Afer, vaferque Domnulus politius.

« Domnule fut un de ces quatre célèbres poètes que l'empereur Majorien avait assemblés dans une ville des Gaules, où il avait alors sa cour. Les trois autres étaient St. Sidoine, Lampride et Sévérien. Se trouvant chez un de leurs amis qui leur donnait à manger dans la même ville, ils composèrent sur le champ chacun un poème à la louange d’un livre de la façon de Pierre, secrétaire de Cet empereur. Il paraît que Domnule était encore un grand philosophe, puisque Sidoine le prend avec le consul Magnus, et Léon ministre d’Euric, pour juge dans les matières les plus abstraites de la philosophie. « Mais, ce qui est un plus grand sujet d’éloge pour Domnule, c’est qu’il savait joindre la piété chrétienne à la science : c’est de quoi ne permet pas de douter la coutume qu’il avait de visiter souvent les monastères du mont Jura. Et St.
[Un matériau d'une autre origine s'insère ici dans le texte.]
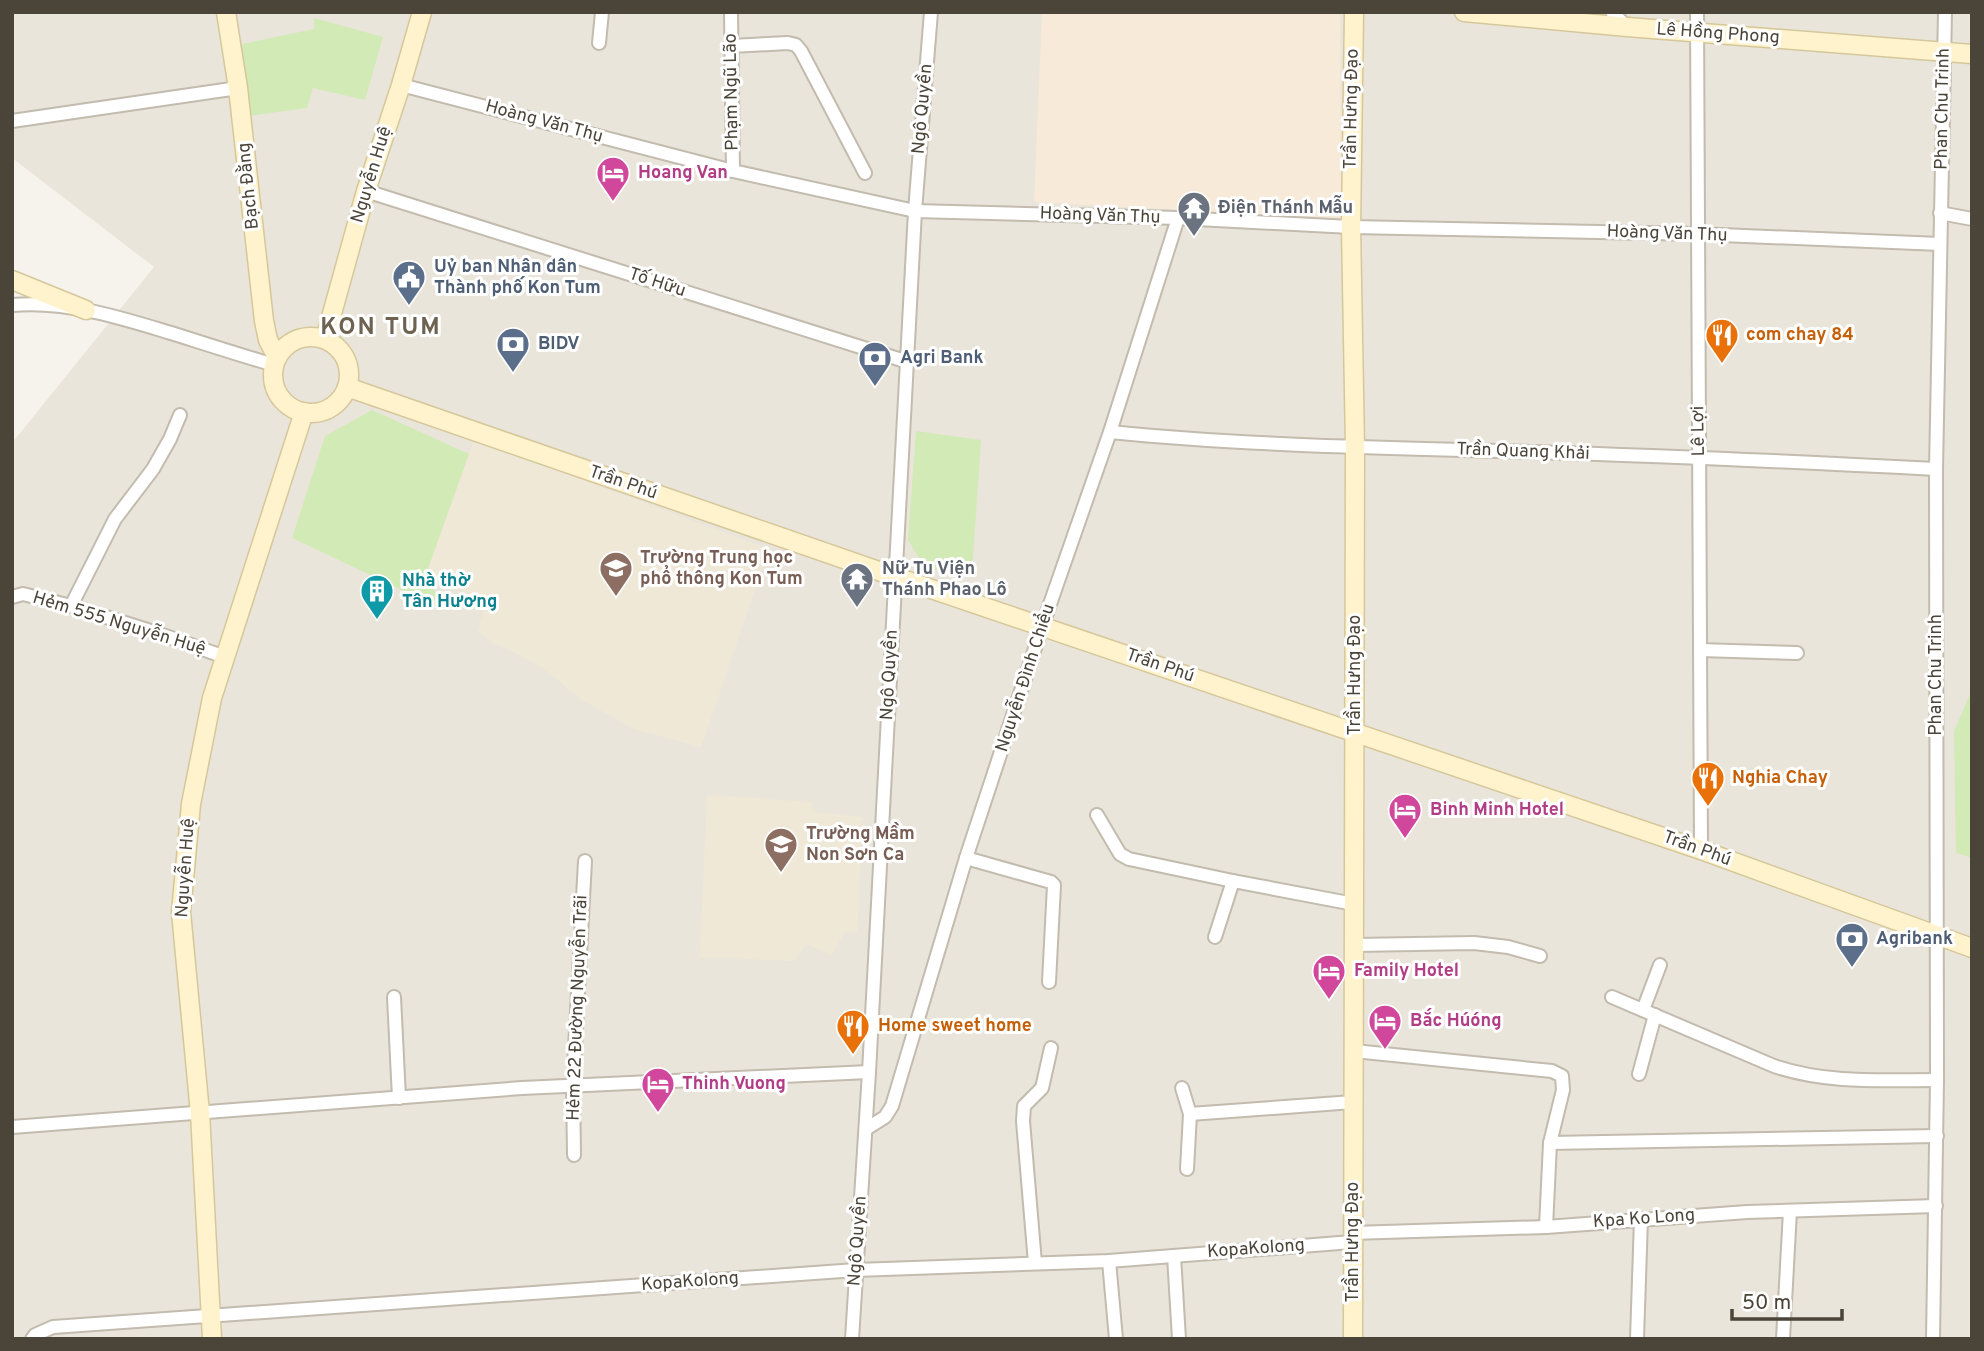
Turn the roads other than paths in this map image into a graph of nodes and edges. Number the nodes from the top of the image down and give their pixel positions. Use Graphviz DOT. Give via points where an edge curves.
graph roads {
  1 [pos="226,12"];
  2 [pos="422,12"];
  3 [pos="602,12"];
  4 [pos="731,12"];
  5 [pos="931,12"];
  6 [pos="1353,12"];
  7 [pos="1464,12"];
  8 [pos="1612,12"];
  9 [pos="1697,12"];
  10 [pos="1945,12"];
  11 [pos="1628,27"];
  12 [pos="1697,33"];
  13 [pos="599,43"];
  14 [pos="731,46"];
  15 [pos="1944,50"];
  16 [pos="1972,54"];
  17 [pos="401,85"];
  18 [pos="239,88"];
  19 [pos="12,121"];
  20 [pos="733,171"];
  21 [pos="865,173"];
  22 [pos="366,191"];
  23 [pos="915,211"];
  24 [pos="1940,213"];
  25 [pos="1178,218"];
  26 [pos="1972,219"];
  27 [pos="1351,227"];
  28 [pos="1697,234"];
  29 [pos="1940,244"];
  30 [pos="12,280"];
  31 [pos="12,305"];
  32 [pos="86,310"];
  33 [pos="324,339"];
  34 [pos="276,361"];
  35 [pos="908,362"];
  36 [pos="347,387"];
  37 [pos="304,412"];
  38 [pos="180,415"];
  39 [pos="1110,432"];
  40 [pos="1355,447"];
  41 [pos="1700,457"];
  42 [pos="1936,469"];
  43 [pos="896,577"];
  44 [pos="12,597"];
  45 [pos="71,606"];
  46 [pos="1042,627"];
  47 [pos="1700,650"];
  48 [pos="1797,653"];
  49 [pos="225,657"];
  50 [pos="1356,732"];
  51 [pos="1097,815"];
  52 [pos="1701,850"];
  53 [pos="966,858"];
  54 [pos="585,861"];
  55 [pos="1234,881"];
  56 [pos="1354,904"];
  57 [pos="1215,937"];
  58 [pos="1937,937"];
  59 [pos="1355,945"];
  60 [pos="1972,948"];
  61 [pos="1540,956"];
  62 [pos="1660,965"];
  63 [pos="1049,982"];
  64 [pos="394,997"];
  65 [pos="1612,997"];
  66 [pos="1649,1013"];
  67 [pos="1051,1048"];
  68 [pos="1354,1051"];
  69 [pos="869,1072"];
  70 [pos="1639,1074"];
  71 [pos="1937,1080"];
  72 [pos="573,1085"];
  73 [pos="1182,1088"];
  74 [pos="399,1098"];
  75 [pos="1353,1102"];
  76 [pos="200,1113"];
  77 [pos="1190,1114"];
  78 [pos="12,1127"];
  79 [pos="866,1129"];
  80 [pos="1937,1136"];
  81 [pos="1550,1143"];
  82 [pos="574,1155"];
  83 [pos="1187,1169"];
  84 [pos="1937,1206"];
  85 [pos="1790,1212"];
  86 [pos="1641,1219"];
  87 [pos="1546,1227"];
  88 [pos="1352,1237"];
  89 [pos="1174,1256"];
  90 [pos="1109,1261"];
  91 [pos="1035,1263"];
  92 [pos="856,1270"];
  93 [pos="211,1316"];
  94 [pos="32,1339"];
  95 [pos="212,1339"];
  96 [pos="852,1339"];
  97 [pos="1116,1339"];
  98 [pos="1179,1339"];
  99 [pos="1353,1339"];
  100 [pos="1637,1339"];
  101 [pos="1783,1339"];
  102 [pos="1933,1339"];
  1 -- 18 [label="street, Bạch Đằng"];
  2 -- 17 [label="street, Nguyễn Huệ"];
  3 -- 13 [label="street"];
  4 -- 14 [label="street, Phạm Ngũ Lão"];
  5 -- 23 [label="street, Ngô Quyền"];
  6 -- 27 [label="street, Trần Hưng Đạo"];
  7 -- 11 [label="street, Lê Hồng Phong"];
  8 -- 11 [label="street"];
  9 -- 12 [label="street, Lê Lợi"];
  10 -- 15 [label="street, Phan Chu Trinh"];
  11 -- 12 [label="street, Lê Hồng Phong"];
  12 -- 15 [label="street, Lê Hồng Phong"];
  12 -- 28 [label="street, Lê Lợi"];
  14 -- 20 [label="street, Phạm Ngũ Lão"];
  14 -- 21 [label="street" via="796,45"];
  15 -- 16 [label="street, Lê Hồng Phong"];
  15 -- 24 [label="street, Phan Chu Trinh"];
  17 -- 20 [label="street, Hoàng Văn Thụ"];
  17 -- 22 [label="street, Nguyễn Huệ"];
  18 -- 19 [label="street"];
  18 -- 34 [label="street, Bạch Đằng" via="264,321"];
  20 -- 23 [label="street, Hoàng Văn Thụ"];
  22 -- 33 [label="street, Nguyễn Huệ"];
  22 -- 35 [label="street, Tố Hữu"];
  23 -- 25 [label="street, Hoàng Văn Thụ"];
  23 -- 35 [label="street, Ngô Quyền"];
  24 -- 26 [label="street"];
  24 -- 29 [label="street, Phan Chu Trinh"];
  25 -- 27 [label="street, Hoàng Văn Thụ"];
  25 -- 39 [label="street, Nguyễn Đình Chiểu"];
  27 -- 28 [label="street, Hoàng Văn Thụ"];
  27 -- 40 [label="street, Trần Hưng Đạo"];
  28 -- 29 [label="street, Hoàng Văn Thụ"];
  28 -- 41 [label="street, Lê Lợi"];
  29 -- 42 [label="street, Phan Chu Trinh"];
  30 -- 32 [label="street"];
  31 -- 32 [label="street"];
  32 -- 34 [label="street"];
  33 -- 34 [label="street" via="299,338 286,345"];
  33 -- 36 [label="street" via="341,350 348,363"];
  34 -- 37 [label="street" via="274,387 293,410"];
  35 -- 43 [label="street, Ngô Quyền"];
  36 -- 37 [label="street" via="336,404 323,412"];
  36 -- 43 [label="street, Trần Phú"];
  37 -- 49 [label="street, Nguyễn Huệ"];
  38 -- 45 [label="street" via="153,469 115,519"];
  39 -- 40 [label="street, Trần Quang Khải"];
  39 -- 46 [label="street, Nguyễn Đình Chiểu"];
  40 -- 41 [label="street, Trần Quang Khải"];
  40 -- 50 [label="street, Trần Hưng Đạo"];
  41 -- 42 [label="street, Trần Quang Khải"];
  41 -- 47 [label="street, Lê Lợi"];
  42 -- 58 [label="street, Phan Chu Trinh"];
  43 -- 46 [label="street, Trần Phú"];
  43 -- 69 [label="street, Ngô Quyền"];
  44 -- 45 [label="street, Hẻm 555 Nguyễn Huệ" via="23,594"];
  45 -- 49 [label="street, Hẻm 555 Nguyễn Huệ"];
  46 -- 50 [label="street, Trần Phú"];
  46 -- 53 [label="street, Nguyễn Đình Chiểu"];
  47 -- 48 [label="street"];
  47 -- 52 [label="street, Lê Lợi"];
  49 -- 76 [label="street, Nguyễn Huệ" via="191,804 181,912"];
  50 -- 52 [label="street, Trần Phú"];
  50 -- 56 [label="street, Trần Hưng Đạo"];
  51 -- 55 [label="street" via="1120,854 1129,859"];
  52 -- 58 [label="street, Trần Phú"];
  53 -- 63 [label="street" via="1055,885"];
  53 -- 79 [label="street, Nguyễn Đình Chiểu" via="892,1106 885,1117"];
  54 -- 72 [label="street, Hẻm 22 Đường Nguyễn Trãi"];
  55 -- 56 [label="street"];
  55 -- 57 [label="street"];
  56 -- 59 [label="street, Trần Hưng Đạo"];
  58 -- 60 [label="street, Trần Phú"];
  58 -- 71 [label="street, Phan Chu Trinh"];
  59 -- 61 [label="street" via="1474,943"];
  59 -- 68 [label="street, Trần Hưng Đạo"];
  62 -- 66 [label="street"];
  64 -- 74 [label="street"];
  65 -- 66 [label="street"];
  66 -- 70 [label="street"];
  66 -- 71 [label="street" via="1799,1074"];
  67 -- 91 [label="street" via="1042,1088 1024,1106"];
  68 -- 75 [label="street, Trần Hưng Đạo"];
  68 -- 81 [label="street" via="1558,1073 1563,1090"];
  69 -- 72 [label="street"];
  69 -- 79 [label="street, Ngô Quyền"];
  71 -- 80 [label="street, Phan Chu Trinh"];
  72 -- 74 [label="street"];
  72 -- 82 [label="street, Hẻm 22 Đường Nguyễn Trãi"];
  73 -- 77 [label="street"];
  74 -- 76 [label="street"];
  75 -- 77 [label="street"];
  75 -- 88 [label="street, Trần Hưng Đạo"];
  76 -- 78 [label="street"];
  76 -- 93 [label="street, Nguyễn Huệ"];
  77 -- 83 [label="street"];
  79 -- 92 [label="street, Ngô Quyền"];
  80 -- 81 [label="street"];
  80 -- 84 [label="street, Phan Chu Trinh"];
  81 -- 87 [label="street"];
  84 -- 85 [label="street, Kpa Ko Long"];
  84 -- 102 [label="street, Phan Chu Trinh"];
  85 -- 86 [label="street, Kpa Ko Long"];
  85 -- 101 [label="street"];
  86 -- 87 [label="street, Kpa Ko Long"];
  86 -- 100 [label="street"];
  87 -- 88 [label="street, Kpa Ko Long"];
  88 -- 89 [label="street, KopaKolong"];
  88 -- 99 [label="street, Trần Hưng Đạo"];
  89 -- 90 [label="street, KopaKolong"];
  89 -- 98 [label="street"];
  90 -- 91 [label="street, KopaKolong"];
  90 -- 97 [label="street"];
  91 -- 92 [label="street, KopaKolong"];
  92 -- 93 [label="street, KopaKolong"];
  92 -- 96 [label="street, Ngô Quyền"];
  93 -- 94 [label="street, KopaKolong" via="53,1327"];
  93 -- 95 [label="street, Nguyễn Huệ"];
}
Sidoine en était si persuadé, qu’il crut faire plaisir à une personne qui cherchait ainsi par avance une demeure au-dessus de la terre, de lui mander la nouvelle élection de St.-Jean, pour remplir le siège de Châlons sur Saône. Il montrait par-là qu’il ne doutait point que Domnule ne se réjouît de savoir à la tête de cette église un prélat, choisi par l’avis de deux aussi saints évêques que l’étaient St. Patiens de Lyon et St. Euphrone d’Autun. De la manière que lui parle St. Sidoine, dans sa lettre, il semble que Domnule faisait alors sa demeure, non dans le diocèse de Lyon, mais dans la province, où il pouvait avoir quelque emploi différent de la questure, qu’il n’exerçait plus, selon toute apparence. « Nous avons remarqué qu’il s’était établi dans les Gaules dès le temps de l’épiscopat de St. Hilaire d’Arles, qui dura depuis 429 jusqu’en 449. Il semble qu’il vivait encore lorsque St. Sidoine publia le IXe livre de ses Lettres, vers 483 ou 484. Ainsi, supposant qu’il soit venu dans les Gaules vers 440, ayant déjà environ trente ans, puisqu’on le met dès lors au nombre des savants, il aura passé près de quarante-trois ans dans les Gaules, et vécu, en tout, environ 73 ans. » Hist. litt. de la France, tom. II, p. 507.

Jurensia ... monasteria. — Voyez les Vies des Saints du diocèse de Lyon, par F.-Z. Collombet, p. 180 et suiv.